The Hanbali school[a] or Hanbalism is one of the four major schools of Islamic jurisprudence, belonging to the Ahl al-Hadith tradition within Sunni Islam.[1] It is named after and based on the teachings of the 9th-century scholar, jurist and traditionist, Ahmad ibn Hanbal (c. 780–855 CE), and later institutionalized by his students. One who subscribes to the Hanbali school is called a Hanbali (Arabic: ٱلْحَنْبَلِيّ, romanized: al-ḥanbalī, pl. ٱلْحَنْبَلِيَّة, al-ḥanbaliyya, or ٱلْحَنَابِلَة, al-ḥanābila). It mostly adheres to the Athari school of theology and is the smallest out of the four major Sunni schools, the others being the Hanafi, Maliki and Shafi'i schools.[2][3][4]

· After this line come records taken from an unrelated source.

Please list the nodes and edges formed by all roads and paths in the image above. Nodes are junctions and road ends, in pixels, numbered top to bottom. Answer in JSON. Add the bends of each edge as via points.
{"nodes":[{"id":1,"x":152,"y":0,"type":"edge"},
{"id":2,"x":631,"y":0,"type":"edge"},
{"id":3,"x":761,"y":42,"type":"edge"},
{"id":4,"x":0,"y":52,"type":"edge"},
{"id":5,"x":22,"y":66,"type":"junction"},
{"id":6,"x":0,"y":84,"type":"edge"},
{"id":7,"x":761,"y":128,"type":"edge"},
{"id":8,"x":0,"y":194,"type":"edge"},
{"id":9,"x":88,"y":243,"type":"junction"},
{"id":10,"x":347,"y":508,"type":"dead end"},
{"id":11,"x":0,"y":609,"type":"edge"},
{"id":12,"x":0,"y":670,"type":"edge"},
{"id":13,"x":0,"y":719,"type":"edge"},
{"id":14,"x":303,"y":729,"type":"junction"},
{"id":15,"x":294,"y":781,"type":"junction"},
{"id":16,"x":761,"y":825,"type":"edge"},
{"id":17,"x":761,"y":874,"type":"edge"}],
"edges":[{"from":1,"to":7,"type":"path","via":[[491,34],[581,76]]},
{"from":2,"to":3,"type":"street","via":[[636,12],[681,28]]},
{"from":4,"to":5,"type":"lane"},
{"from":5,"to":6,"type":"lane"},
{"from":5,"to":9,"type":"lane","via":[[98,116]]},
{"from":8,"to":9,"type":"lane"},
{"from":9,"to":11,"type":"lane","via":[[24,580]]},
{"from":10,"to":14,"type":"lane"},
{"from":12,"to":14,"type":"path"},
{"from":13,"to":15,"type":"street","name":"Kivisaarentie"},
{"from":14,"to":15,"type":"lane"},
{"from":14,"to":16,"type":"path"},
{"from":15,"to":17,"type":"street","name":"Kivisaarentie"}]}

Like the other Sunni schools, it primarily derives sharia from the Quran, hadith and views of Muhammad's companions.[1] In cases where there is no clear answer in the sacred texts of Islam, the Hanbali school does not accept juristic discretion or customs of a community as sound bases to derive Islamic law on their own—methods that the Hanafi and Maliki schools accept.[4] Hanbalis are the majority in Saudi Arabia and Qatar where the Salafi movement has grown.[5][6][7] As such, Hanbalis form barely 5% of the Sunni Muslim population worldwide.[8]

With the rise of the 18th-century conservative Wahabbi movement, the Hanbali school experienced a great decline.[9] The Wahhabi movement's founder, Muhammad ibn Abd al-Wahhab, collaborated with the House of Saud to spread Wahhabi teachings around the world.[9] British orientalist Michael Cook argues Ahmad ibn Hanbal's own beliefs played "no real part in the establishment of the central doctrines of Wahhabism",[10] and "the older Hanbalite authorities had doctrinal concerns very different from those of the Wahhabis".[10] Wahhabi scholars such as al-Albani, al-Wadi'i and Ibn Baz eventually began to criticize taqlid to any of the four schools, including the Hanbali school.[11]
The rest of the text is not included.